* _How to complete this task_
The full set of records needs to be retyped exactly.

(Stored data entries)
═══

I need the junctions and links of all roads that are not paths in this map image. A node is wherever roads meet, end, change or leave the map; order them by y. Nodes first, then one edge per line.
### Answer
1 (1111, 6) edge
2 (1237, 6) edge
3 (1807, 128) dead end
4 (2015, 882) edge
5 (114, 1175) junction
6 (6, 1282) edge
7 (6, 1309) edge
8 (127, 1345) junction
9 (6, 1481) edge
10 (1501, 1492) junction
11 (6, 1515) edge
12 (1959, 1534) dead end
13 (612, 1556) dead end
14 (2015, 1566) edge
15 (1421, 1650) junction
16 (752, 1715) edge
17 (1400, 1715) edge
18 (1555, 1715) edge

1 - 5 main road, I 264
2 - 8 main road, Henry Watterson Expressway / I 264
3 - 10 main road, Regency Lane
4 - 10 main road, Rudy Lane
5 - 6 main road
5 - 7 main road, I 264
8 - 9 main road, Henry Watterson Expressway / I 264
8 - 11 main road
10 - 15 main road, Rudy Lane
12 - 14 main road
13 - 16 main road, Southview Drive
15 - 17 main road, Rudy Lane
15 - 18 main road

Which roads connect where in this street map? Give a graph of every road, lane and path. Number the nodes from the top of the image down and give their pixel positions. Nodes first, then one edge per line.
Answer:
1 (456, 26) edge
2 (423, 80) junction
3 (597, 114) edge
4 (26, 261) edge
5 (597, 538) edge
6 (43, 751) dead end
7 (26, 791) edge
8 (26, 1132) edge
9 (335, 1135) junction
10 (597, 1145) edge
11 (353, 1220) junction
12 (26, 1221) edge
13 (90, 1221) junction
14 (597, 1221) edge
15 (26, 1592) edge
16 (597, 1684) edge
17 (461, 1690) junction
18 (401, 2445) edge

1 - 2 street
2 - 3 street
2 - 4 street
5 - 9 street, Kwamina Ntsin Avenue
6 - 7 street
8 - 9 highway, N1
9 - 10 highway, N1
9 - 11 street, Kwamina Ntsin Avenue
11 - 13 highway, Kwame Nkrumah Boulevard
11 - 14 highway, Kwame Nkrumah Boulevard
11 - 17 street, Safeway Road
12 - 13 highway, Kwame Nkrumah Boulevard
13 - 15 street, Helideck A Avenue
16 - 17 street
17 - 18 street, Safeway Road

═══

* _Solution to this task_
I need the junctions and links of all roads that are not paths in this map image. A node is wherever roads meet, end, change or leave the map; order them by y. Nodes first, then one edge per line.
### Answer
1 (1111, 6) edge
2 (1237, 6) edge
3 (1807, 128) dead end
4 (2015, 882) edge
5 (114, 1175) junction
6 (6, 1282) edge
7 (6, 1309) edge
8 (127, 1345) junction
9 (6, 1481) edge
10 (1501, 1492) junction
11 (6, 1515) edge
12 (1959, 1534) dead end
13 (612, 1556) dead end
14 (2015, 1566) edge
15 (1421, 1650) junction
16 (752, 1715) edge
17 (1400, 1715) edge
18 (1555, 1715) edge

1 - 5 main road, I 264
2 - 8 main road, Henry Watterson Expressway / I 264
3 - 10 main road, Regency Lane
4 - 10 main road, Rudy Lane
5 - 6 main road
5 - 7 main road, I 264
8 - 9 main road, Henry Watterson Expressway / I 264
8 - 11 main road
10 - 15 main road, Rudy Lane
12 - 14 main road
13 - 16 main road, Southview Drive
15 - 17 main road, Rudy Lane
15 - 18 main road

Which roads connect where in this street map? Give a graph of every road, lane and path. Number the nodes from the top of the image down and give their pixel positions. Nodes first, then one edge per line.
Answer:
1 (456, 26) edge
2 (423, 80) junction
3 (597, 114) edge
4 (26, 261) edge
5 (597, 538) edge
6 (43, 751) dead end
7 (26, 791) edge
8 (26, 1132) edge
9 (335, 1135) junction
10 (597, 1145) edge
11 (353, 1220) junction
12 (26, 1221) edge
13 (90, 1221) junction
14 (597, 1221) edge
15 (26, 1592) edge
16 (597, 1684) edge
17 (461, 1690) junction
18 (401, 2445) edge

1 - 2 street
2 - 3 street
2 - 4 street
5 - 9 street, Kwamina Ntsin Avenue
6 - 7 street
8 - 9 highway, N1
9 - 10 highway, N1
9 - 11 street, Kwamina Ntsin Avenue
11 - 13 highway, Kwame Nkrumah Boulevard
11 - 14 highway, Kwame Nkrumah Boulevard
11 - 17 street, Safeway Road
12 - 13 highway, Kwame Nkrumah Boulevard
13 - 15 street, Helideck A Avenue
16 - 17 street
17 - 18 street, Safeway Road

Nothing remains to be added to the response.